--- INSTRUCTIONS FOR THE TASK ---
In the data below, find every line with the string "nodes" and pull it out.

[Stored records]
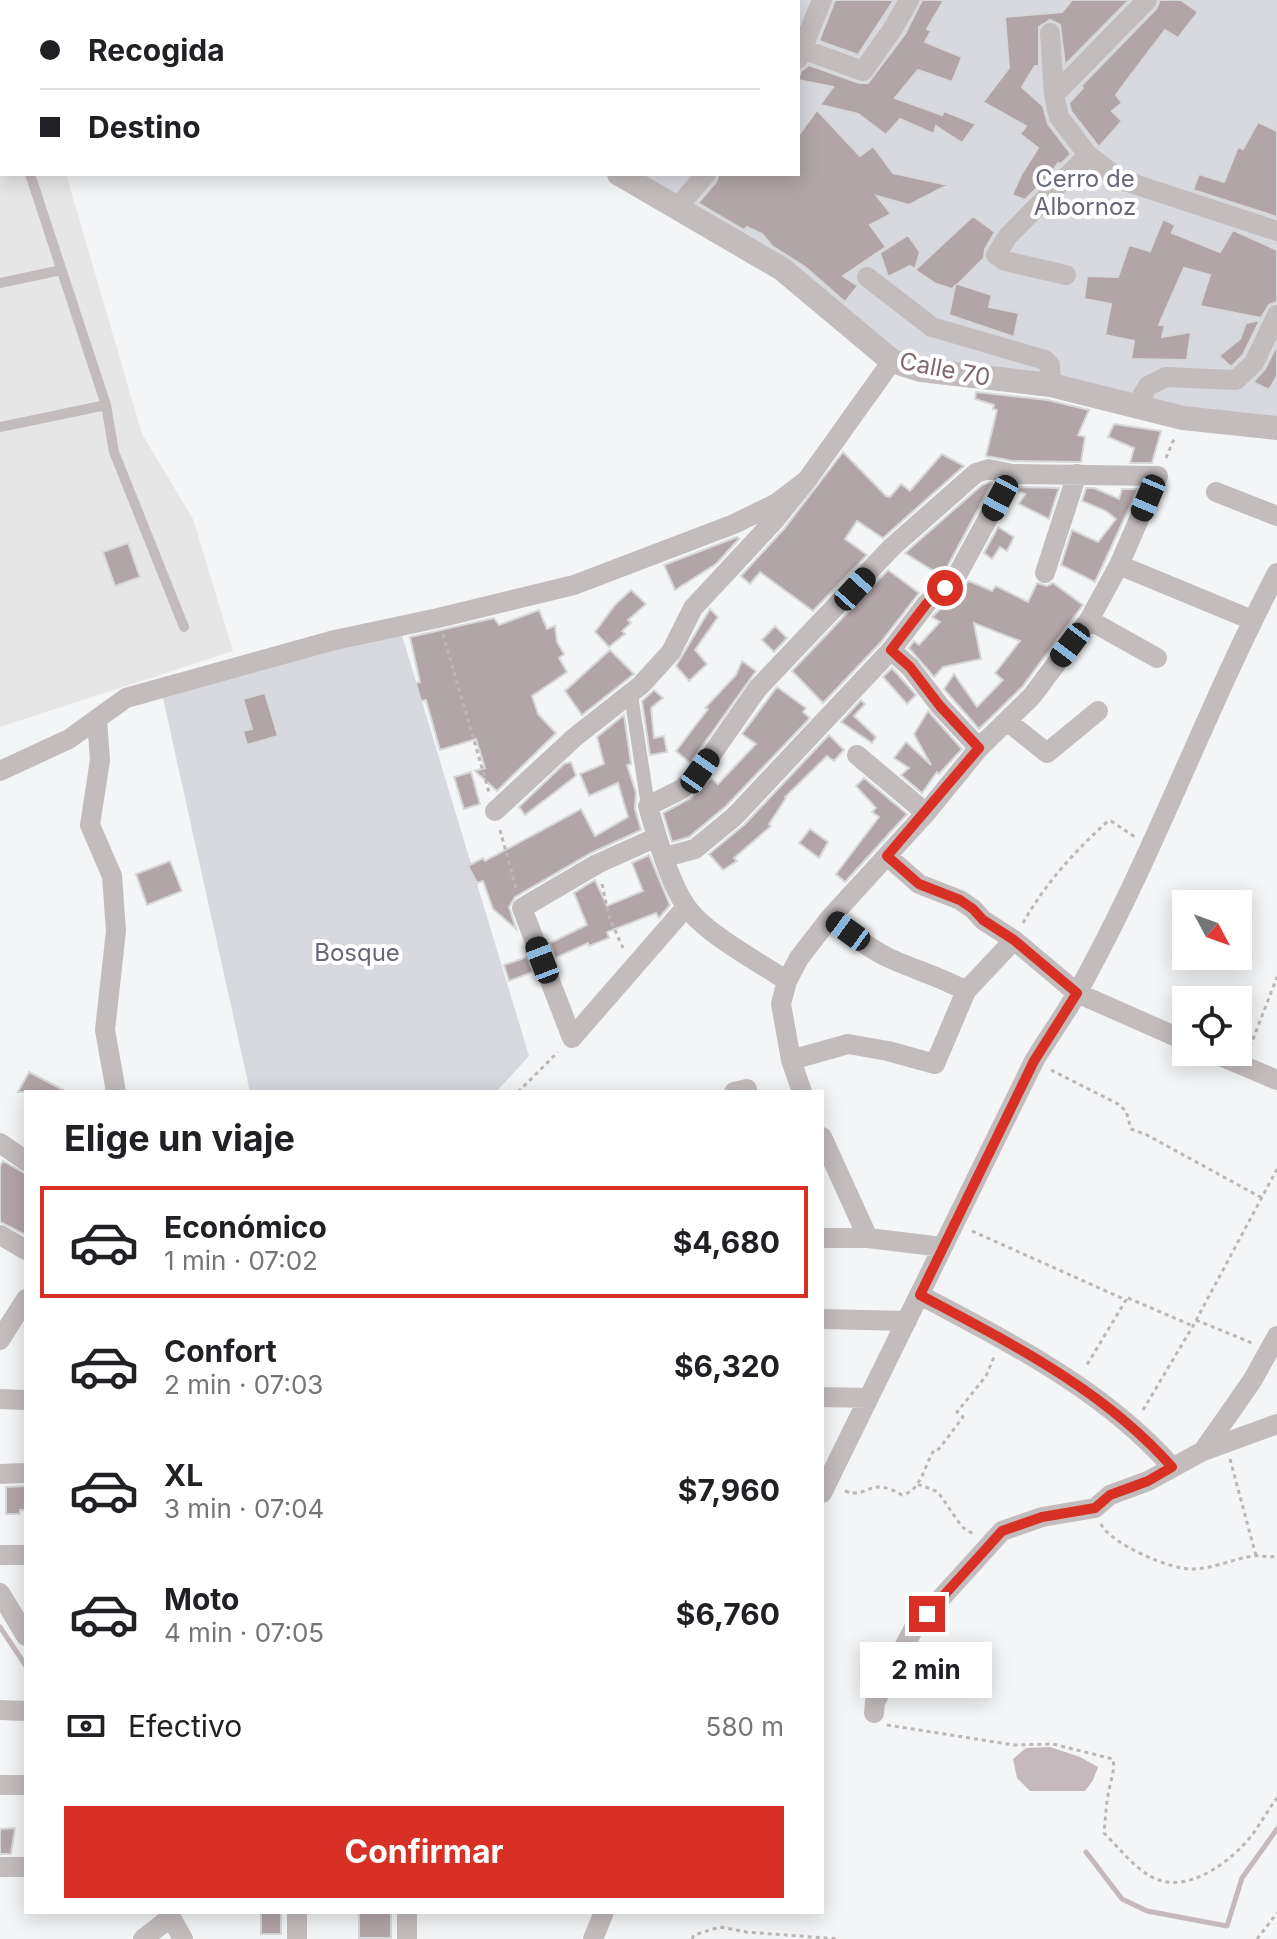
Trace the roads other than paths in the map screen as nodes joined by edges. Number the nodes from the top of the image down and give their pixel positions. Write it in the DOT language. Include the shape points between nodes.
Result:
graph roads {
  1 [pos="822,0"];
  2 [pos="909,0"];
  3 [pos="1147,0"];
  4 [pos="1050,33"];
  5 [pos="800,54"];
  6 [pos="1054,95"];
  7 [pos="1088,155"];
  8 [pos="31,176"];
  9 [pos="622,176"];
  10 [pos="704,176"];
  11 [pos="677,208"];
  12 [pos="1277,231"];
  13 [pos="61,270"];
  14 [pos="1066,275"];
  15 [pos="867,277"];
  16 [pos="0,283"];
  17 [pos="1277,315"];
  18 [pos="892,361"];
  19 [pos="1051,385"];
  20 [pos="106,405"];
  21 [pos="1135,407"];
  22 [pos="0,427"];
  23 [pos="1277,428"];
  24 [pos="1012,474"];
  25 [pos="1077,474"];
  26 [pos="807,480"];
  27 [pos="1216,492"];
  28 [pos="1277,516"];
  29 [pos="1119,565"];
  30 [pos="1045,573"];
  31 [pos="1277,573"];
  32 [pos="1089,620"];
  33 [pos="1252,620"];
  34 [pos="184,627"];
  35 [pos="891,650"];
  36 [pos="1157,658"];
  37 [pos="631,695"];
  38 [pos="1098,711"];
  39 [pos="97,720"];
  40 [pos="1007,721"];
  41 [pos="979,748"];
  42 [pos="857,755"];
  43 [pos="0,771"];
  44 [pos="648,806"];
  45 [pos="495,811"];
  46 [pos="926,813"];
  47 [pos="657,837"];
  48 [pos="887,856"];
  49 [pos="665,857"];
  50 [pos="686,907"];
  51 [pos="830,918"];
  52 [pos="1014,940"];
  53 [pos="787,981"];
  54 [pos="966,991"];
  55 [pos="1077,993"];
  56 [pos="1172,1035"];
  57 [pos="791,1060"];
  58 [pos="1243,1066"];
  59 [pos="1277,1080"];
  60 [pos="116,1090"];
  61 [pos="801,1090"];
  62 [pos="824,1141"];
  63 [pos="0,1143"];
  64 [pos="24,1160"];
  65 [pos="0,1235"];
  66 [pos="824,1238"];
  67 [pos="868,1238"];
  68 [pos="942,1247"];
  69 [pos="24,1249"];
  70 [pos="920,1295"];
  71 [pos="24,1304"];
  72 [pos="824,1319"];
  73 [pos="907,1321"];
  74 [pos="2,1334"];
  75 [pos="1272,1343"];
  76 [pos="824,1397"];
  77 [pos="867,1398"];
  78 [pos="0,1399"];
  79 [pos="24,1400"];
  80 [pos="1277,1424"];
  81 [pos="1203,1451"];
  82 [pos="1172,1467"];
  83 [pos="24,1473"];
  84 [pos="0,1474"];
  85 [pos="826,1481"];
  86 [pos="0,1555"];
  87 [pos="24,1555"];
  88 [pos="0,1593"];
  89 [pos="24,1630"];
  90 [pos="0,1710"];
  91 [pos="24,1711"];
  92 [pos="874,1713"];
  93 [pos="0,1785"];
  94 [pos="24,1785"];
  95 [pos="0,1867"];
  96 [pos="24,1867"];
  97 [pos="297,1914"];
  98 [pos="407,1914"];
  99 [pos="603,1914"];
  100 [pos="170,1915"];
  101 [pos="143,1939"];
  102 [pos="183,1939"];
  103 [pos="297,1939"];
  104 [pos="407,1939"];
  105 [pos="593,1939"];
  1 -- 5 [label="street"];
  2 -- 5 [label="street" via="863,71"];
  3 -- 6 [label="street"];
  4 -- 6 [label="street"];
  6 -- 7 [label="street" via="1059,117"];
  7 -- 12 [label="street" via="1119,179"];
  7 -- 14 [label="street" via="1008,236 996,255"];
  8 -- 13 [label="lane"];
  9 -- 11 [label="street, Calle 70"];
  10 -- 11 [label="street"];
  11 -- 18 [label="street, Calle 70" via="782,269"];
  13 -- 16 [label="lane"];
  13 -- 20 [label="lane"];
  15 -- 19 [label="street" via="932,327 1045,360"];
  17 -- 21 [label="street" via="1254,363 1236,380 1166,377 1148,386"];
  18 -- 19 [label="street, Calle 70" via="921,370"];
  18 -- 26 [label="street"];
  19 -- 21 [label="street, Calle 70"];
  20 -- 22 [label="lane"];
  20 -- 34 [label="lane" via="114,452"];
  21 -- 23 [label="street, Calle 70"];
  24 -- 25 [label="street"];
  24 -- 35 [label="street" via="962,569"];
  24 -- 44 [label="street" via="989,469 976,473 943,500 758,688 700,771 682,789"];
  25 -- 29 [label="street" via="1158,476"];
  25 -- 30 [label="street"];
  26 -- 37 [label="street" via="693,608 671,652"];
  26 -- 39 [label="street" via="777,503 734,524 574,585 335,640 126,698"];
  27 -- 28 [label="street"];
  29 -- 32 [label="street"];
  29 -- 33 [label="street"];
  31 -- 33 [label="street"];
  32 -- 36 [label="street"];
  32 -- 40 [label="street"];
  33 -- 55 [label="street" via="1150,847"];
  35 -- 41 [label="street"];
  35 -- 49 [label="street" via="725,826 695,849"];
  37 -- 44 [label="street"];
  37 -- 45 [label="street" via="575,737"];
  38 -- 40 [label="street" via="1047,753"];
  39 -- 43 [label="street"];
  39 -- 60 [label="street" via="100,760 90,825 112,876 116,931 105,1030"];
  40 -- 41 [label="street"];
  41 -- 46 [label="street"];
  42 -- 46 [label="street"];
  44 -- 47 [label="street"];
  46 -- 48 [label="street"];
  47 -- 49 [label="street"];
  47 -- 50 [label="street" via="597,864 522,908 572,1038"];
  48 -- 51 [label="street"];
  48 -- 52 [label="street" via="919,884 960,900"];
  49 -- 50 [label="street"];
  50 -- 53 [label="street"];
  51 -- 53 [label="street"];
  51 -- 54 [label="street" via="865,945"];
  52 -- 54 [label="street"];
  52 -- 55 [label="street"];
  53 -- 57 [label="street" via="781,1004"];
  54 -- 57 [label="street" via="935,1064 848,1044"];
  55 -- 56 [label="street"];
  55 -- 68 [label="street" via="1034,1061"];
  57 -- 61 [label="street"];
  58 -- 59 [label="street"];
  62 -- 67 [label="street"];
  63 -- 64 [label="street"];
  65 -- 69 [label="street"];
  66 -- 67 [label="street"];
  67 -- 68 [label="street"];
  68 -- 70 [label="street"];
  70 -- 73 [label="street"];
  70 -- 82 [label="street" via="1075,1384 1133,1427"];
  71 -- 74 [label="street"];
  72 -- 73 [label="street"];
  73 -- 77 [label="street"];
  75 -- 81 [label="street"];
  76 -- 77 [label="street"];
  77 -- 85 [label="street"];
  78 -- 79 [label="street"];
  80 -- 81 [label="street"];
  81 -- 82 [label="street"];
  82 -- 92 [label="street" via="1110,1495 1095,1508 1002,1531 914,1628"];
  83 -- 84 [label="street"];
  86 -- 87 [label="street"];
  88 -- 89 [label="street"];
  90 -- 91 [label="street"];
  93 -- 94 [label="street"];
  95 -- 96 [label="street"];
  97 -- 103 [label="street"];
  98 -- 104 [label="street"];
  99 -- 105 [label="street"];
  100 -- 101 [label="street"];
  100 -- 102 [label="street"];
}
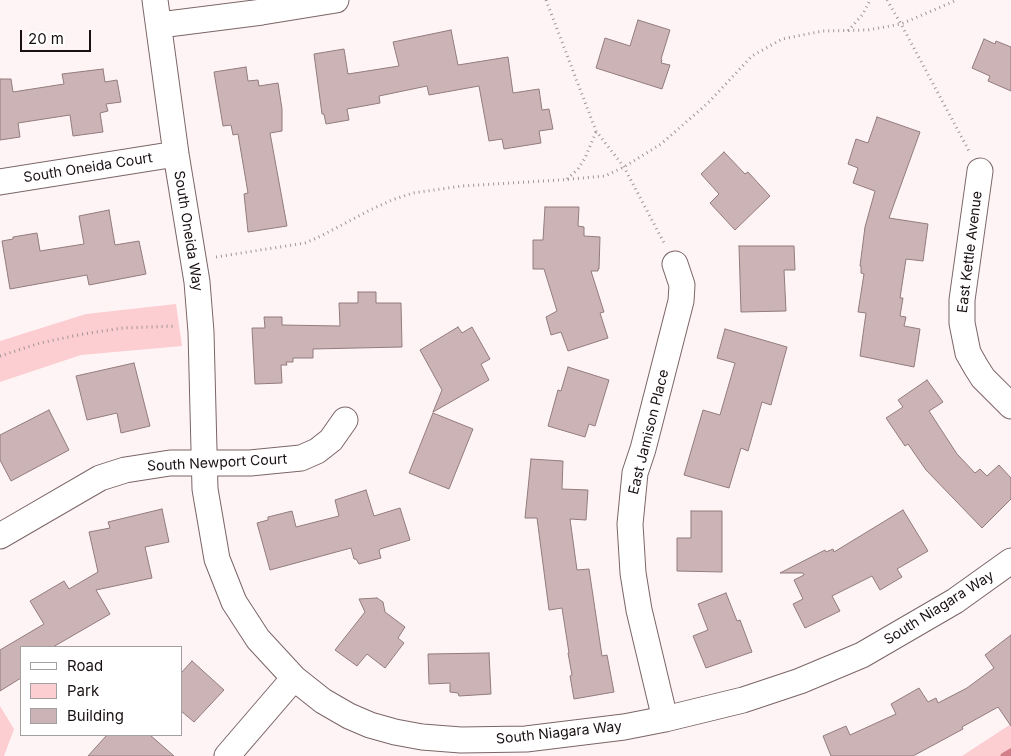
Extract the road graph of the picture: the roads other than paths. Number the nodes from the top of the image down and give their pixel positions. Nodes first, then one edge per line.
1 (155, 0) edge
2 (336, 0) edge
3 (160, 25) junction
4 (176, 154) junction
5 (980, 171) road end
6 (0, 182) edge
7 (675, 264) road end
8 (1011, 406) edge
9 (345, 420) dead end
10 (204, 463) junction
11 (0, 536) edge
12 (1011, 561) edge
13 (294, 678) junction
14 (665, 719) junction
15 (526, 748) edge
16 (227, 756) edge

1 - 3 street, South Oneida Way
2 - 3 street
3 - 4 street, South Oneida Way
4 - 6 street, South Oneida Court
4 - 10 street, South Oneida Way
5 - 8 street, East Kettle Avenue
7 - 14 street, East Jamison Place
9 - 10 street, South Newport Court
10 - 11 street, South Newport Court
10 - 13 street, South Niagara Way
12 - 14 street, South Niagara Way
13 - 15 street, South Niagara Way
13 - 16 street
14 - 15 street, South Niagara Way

--- ANSWER SPACE ---
Trace the roads other than paths in the map screen as nodes joined by edges. Number the nodes from the top of the image down and give their pixel positions. Write it in the DOT language. Include the shape points between nodes.
Extract the road graph of the picture: the roads other than paths. Number the nodes from the top of the image down and give their pixel positions. Nodes first, then one edge per line.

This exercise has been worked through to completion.